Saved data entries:
= Beginning of Section =

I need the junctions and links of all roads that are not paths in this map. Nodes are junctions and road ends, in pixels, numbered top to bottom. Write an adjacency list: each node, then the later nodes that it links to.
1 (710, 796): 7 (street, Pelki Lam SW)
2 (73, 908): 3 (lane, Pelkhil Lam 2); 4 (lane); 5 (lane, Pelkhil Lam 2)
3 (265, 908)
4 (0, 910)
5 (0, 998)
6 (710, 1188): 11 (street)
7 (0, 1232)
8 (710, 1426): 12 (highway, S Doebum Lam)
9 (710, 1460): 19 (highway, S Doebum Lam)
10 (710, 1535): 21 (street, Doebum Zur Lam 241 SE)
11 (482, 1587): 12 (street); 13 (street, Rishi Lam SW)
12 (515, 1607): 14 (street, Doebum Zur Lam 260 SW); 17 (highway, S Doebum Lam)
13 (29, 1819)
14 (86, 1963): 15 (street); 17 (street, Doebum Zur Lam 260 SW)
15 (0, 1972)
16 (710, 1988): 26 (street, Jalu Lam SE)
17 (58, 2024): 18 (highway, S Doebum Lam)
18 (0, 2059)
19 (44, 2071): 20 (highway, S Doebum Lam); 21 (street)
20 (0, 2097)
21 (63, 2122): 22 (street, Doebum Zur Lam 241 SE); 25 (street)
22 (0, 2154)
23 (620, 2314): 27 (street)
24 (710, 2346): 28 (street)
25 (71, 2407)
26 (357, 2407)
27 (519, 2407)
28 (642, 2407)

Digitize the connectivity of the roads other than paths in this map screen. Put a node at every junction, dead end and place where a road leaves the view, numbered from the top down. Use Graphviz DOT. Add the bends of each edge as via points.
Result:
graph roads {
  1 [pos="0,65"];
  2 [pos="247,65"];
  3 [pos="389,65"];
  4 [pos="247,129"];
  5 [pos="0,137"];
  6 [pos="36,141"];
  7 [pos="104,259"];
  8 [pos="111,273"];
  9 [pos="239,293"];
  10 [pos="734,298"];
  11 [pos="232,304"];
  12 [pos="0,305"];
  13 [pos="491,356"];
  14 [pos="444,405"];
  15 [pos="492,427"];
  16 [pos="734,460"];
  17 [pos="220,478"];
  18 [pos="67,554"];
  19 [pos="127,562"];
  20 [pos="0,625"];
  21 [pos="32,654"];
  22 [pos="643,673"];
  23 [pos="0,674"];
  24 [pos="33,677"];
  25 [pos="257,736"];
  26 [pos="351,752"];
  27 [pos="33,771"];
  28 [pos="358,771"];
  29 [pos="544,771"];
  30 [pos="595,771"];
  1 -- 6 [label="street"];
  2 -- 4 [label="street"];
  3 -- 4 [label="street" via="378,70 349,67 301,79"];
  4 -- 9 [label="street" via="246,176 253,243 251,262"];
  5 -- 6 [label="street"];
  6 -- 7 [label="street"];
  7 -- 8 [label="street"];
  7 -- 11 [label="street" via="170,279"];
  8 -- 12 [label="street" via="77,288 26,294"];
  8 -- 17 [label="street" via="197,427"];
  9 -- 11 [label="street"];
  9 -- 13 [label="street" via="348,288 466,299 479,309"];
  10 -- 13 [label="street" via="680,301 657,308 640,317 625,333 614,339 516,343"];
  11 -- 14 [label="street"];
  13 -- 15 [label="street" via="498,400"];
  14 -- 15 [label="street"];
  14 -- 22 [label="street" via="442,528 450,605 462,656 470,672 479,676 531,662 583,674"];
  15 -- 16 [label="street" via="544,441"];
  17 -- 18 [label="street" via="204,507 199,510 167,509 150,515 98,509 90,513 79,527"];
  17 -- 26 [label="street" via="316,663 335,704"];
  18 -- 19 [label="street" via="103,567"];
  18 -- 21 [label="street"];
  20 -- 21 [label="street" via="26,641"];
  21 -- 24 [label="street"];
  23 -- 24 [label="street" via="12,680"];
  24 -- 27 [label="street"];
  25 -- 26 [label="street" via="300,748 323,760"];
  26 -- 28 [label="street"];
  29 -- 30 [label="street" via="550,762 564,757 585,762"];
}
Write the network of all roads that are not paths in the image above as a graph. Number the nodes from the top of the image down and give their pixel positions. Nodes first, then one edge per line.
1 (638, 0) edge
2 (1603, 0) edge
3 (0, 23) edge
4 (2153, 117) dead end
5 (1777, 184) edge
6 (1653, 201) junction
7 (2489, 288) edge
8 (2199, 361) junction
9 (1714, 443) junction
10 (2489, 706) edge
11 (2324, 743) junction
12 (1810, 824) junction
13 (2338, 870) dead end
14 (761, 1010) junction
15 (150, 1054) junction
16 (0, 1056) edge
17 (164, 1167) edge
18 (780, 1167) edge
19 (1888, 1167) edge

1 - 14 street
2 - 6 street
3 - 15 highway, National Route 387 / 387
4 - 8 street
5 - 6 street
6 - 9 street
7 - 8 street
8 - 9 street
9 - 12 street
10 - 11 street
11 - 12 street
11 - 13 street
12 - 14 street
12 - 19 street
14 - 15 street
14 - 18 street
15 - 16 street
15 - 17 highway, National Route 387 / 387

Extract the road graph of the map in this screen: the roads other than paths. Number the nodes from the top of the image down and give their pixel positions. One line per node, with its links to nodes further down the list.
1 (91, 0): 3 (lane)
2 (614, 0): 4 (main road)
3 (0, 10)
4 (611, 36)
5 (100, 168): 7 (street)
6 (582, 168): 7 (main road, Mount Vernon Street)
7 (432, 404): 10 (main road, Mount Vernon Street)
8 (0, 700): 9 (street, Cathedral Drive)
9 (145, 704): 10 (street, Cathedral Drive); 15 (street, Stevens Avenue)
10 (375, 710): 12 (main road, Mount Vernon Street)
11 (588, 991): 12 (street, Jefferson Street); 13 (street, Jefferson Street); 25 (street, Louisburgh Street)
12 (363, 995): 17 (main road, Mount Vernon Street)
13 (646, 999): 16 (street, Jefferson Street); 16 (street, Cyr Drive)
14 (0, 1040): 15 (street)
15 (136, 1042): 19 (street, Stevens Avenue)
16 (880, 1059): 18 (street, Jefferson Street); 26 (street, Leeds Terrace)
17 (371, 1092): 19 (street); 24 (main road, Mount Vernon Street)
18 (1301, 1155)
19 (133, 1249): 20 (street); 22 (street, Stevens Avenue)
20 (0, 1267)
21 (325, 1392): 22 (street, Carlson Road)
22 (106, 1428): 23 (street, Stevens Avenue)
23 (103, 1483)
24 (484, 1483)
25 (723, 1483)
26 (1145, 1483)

= End of Section =

What is required: Show every line above in which the word "other" appears.

Response to this exercise:
Digitize the connectivity of the roads other than paths in this map screen. Put a node at every junction, dead end and place where a road leaves the view, numbered from the top down. Use Graphviz DOT. Add the bends of each edge as via points.
Extract the road graph of the map in this screen: the roads other than paths. Number the nodes from the top of the image down and give their pixel positions. One line per node, with its links to nodes further down the list.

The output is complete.